* _Work item_
Which lines of the data below contain "Vĩnh"? Please show them all.

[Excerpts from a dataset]
----

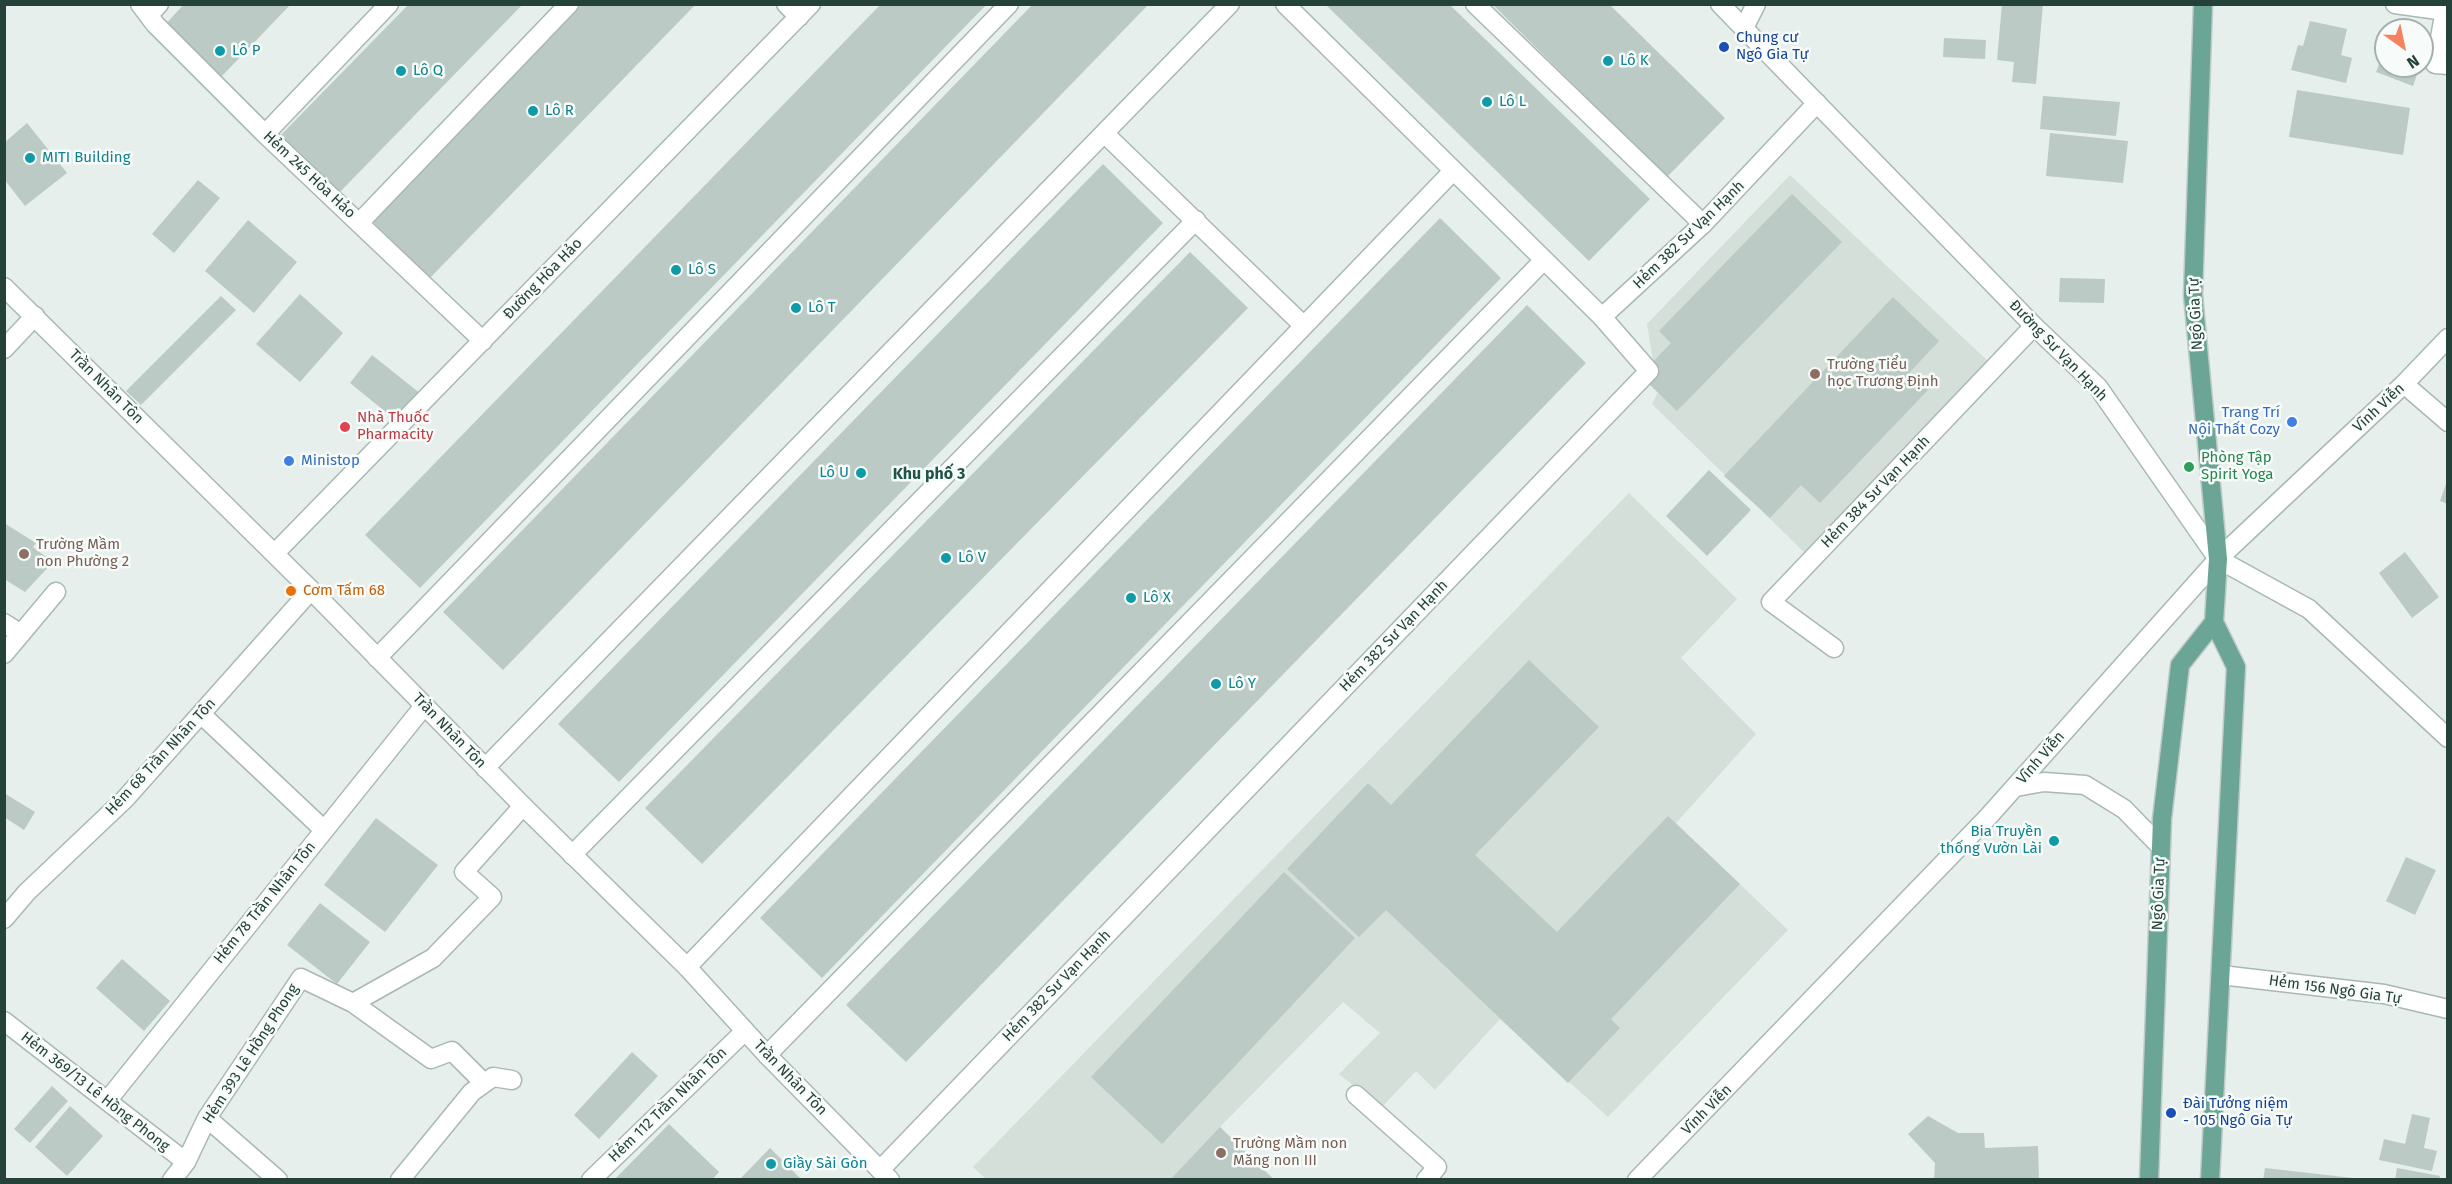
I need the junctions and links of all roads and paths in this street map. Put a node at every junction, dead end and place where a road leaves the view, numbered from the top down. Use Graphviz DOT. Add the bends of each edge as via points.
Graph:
graph roads {
  1 [pos="389,4"];
  2 [pos="569,4"];
  3 [pos="786,4"];
  4 [pos="1009,4"];
  5 [pos="1230,4"];
  6 [pos="1285,4"];
  7 [pos="1475,4"];
  8 [pos="1720,4"];
  9 [pos="1756,4"];
  10 [pos="2203,4"];
  11 [pos="2395,4"];
  12 [pos="149,8"];
  13 [pos="2445,8"];
  14 [pos="805,11"];
  15 [pos="1744,28"];
  16 [pos="2448,65"];
  17 [pos="1817,103"];
  18 [pos="265,134"];
  19 [pos="1105,134"];
  20 [pos="1453,171"];
  21 [pos="1196,220"];
  22 [pos="359,223"];
  23 [pos="1703,224"];
  24 [pos="1544,260"];
  25 [pos="4,287"];
  26 [pos="35,316"];
  27 [pos="1602,317"];
  28 [pos="1304,326"];
  29 [pos="2034,326"];
  30 [pos="2448,338"];
  31 [pos="483,341"];
  32 [pos="4,349"];
  33 [pos="2404,384"];
  34 [pos="2448,423"];
  35 [pos="275,553"];
  36 [pos="2218,559"];
  37 [pos="311,590"];
  38 [pos="56,592"];
  39 [pos="2214,622"];
  40 [pos="4,623"];
  41 [pos="21,634"];
  42 [pos="1834,648"];
  43 [pos="4,654"];
  44 [pos="377,658"];
  45 [pos="424,706"];
  46 [pos="201,714"];
  47 [pos="2448,738"];
  48 [pos="485,768"];
  49 [pos="2016,787"];
  50 [pos="523,806"];
  51 [pos="323,830"];
  52 [pos="2161,847"];
  53 [pos="572,855"];
  54 [pos="4,919"];
  55 [pos="687,967"];
  56 [pos="2221,975"];
  57 [pos="353,1003"];
  58 [pos="2448,1009"];
  59 [pos="4,1021"];
  60 [pos="745,1031"];
  61 [pos="767,1055"];
  62 [pos="512,1080"];
  63 [pos="484,1083"];
  64 [pos="1356,1095"];
  65 [pos="107,1101"];
  66 [pos="207,1118"];
  67 [pos="186,1162"];
  68 [pos="885,1175"];
  69 [pos="172,1179"];
  70 [pos="278,1179"];
  71 [pos="400,1179"];
  72 [pos="591,1179"];
  73 [pos="1426,1179"];
  74 [pos="1637,1179"];
  75 [pos="2149,1179"];
  76 [pos="2211,1179"];
  1 -- 18 [label="street"];
  2 -- 22 [label="street"];
  3 -- 14 [label="street"];
  4 -- 44 [label="street"];
  5 -- 19 [label="street"];
  6 -- 20 [label="street"];
  7 -- 23 [label="street"];
  8 -- 15 [label="street, Đường Sư Vạn Hạnh"];
  9 -- 15 [label="street"];
  10 -- 36 [label="main road, Ngô Gia Tự" via="2193,295"];
  11 -- 13 [label="street"];
  12 -- 18 [label="street, Hẻm 245 Hòa Hảo"];
  13 -- 16 [label="street" via="2436,64"];
  14 -- 31 [label="street, Đường Hòa Hảo"];
  15 -- 17 [label="street, Đường Sư Vạn Hạnh"];
  17 -- 23 [label="street, Hẻm 382 Sư Vạn Hạnh"];
  17 -- 29 [label="street, Đường Sư Vạn Hạnh"];
  18 -- 22 [label="street, Hẻm 245 Hòa Hảo"];
  19 -- 21 [label="street"];
  19 -- 48 [label="street"];
  20 -- 24 [label="street"];
  20 -- 28 [label="street"];
  21 -- 28 [label="street"];
  21 -- 53 [label="street"];
  22 -- 31 [label="street, Hẻm 245 Hòa Hảo"];
  23 -- 27 [label="street, Hẻm 382 Sư Vạn Hạnh"];
  24 -- 27 [label="street"];
  24 -- 61 [label="street"];
  25 -- 26 [label="street, Trần Nhân Tôn"];
  26 -- 32 [label="street"];
  26 -- 35 [label="street, Trần Nhân Tôn"];
  27 -- 68 [label="street, Hẻm 382 Sư Vạn Hạnh" via="1648,371"];
  28 -- 55 [label="street"];
  29 -- 36 [label="street, Đường Sư Vạn Hạnh" via="2098,387"];
  29 -- 42 [label="street, Hẻm 384 Sư Vạn Hạnh" via="1771,602"];
  30 -- 33 [label="street, Vĩnh Viễn"];
  31 -- 35 [label="street, Đường Hòa Hảo"];
  33 -- 34 [label="street"];
  33 -- 36 [label="street, Vĩnh Viễn"];
  35 -- 37 [label="street, Trần Nhân Tôn"];
  36 -- 39 [label="main road, Ngô Gia Tự"];
  36 -- 47 [label="street, Đường Sư Vạn Hạnh" via="2309,609"];
  36 -- 49 [label="street, Vĩnh Viễn"];
  37 -- 44 [label="street, Trần Nhân Tôn"];
  37 -- 46 [label="street, Hẻm 68 Trần Nhân Tôn"];
  38 -- 41 [label="street"];
  39 -- 52 [label="main road, Ngô Gia Tự" via="2180,665"];
  39 -- 56 [label="main road, Ngô Gia Tự" via="2236,667"];
  40 -- 41 [label="street"];
  41 -- 43 [label="street"];
  44 -- 45 [label="street, Trần Nhân Tôn"];
  45 -- 48 [label="street, Trần Nhân Tôn"];
  45 -- 51 [label="street, Hẻm 78 Trần Nhân Tôn"];
  46 -- 51 [label="street"];
  46 -- 54 [label="street, Hẻm 68 Trần Nhân Tôn" via="124,799"];
  48 -- 50 [label="street, Trần Nhân Tôn"];
  49 -- 52 [label="street" via="2044,782 2085,785 2124,809"];
  49 -- 74 [label="street, Vĩnh Viễn"];
  50 -- 53 [label="street, Trần Nhân Tôn"];
  50 -- 57 [label="street" via="464,872 492,897 433,958"];
  51 -- 65 [label="street, Hẻm 78 Trần Nhân Tôn"];
  52 -- 75 [label="main road, Ngô Gia Tự"];
  53 -- 55 [label="street, Trần Nhân Tôn"];
  55 -- 60 [label="street, Trần Nhân Tôn"];
  56 -- 58 [label="street, Hẻm 156 Ngô Gia Tự" via="2384,993"];
  56 -- 76 [label="main road, Ngô Gia Tự"];
  57 -- 63 [label="street" via="431,1059 452,1051"];
  57 -- 66 [label="street, Hẻm 393 Lê Hồng Phong" via="302,978"];
  59 -- 65 [label="street, Hẻm 369/13 Lê Hồng Phong"];
  60 -- 61 [label="street, Trần Nhân Tôn"];
  60 -- 72 [label="street, Hẻm 112 Trần Nhân Tôn"];
  61 -- 68 [label="street, Trần Nhân Tôn"];
  62 -- 63 [label="street" via="493,1077"];
  63 -- 71 [label="street" via="472,1092"];
  64 -- 73 [label="street" via="1437,1167"];
  65 -- 67 [label="street, Hẻm 369/13 Lê Hồng Phong"];
  66 -- 67 [label="street, Hẻm 393 Lê Hồng Phong"];
  66 -- 70 [label="street"];
  67 -- 69 [label="street, Hẻm 393 Lê Hồng Phong"];
}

----

* _Exercise solution_
  30 -- 33 [label="street, Vĩnh Viễn"];
  33 -- 36 [label="street, Vĩnh Viễn"];
  36 -- 49 [label="street, Vĩnh Viễn"];
  49 -- 74 [label="street, Vĩnh Viễn"];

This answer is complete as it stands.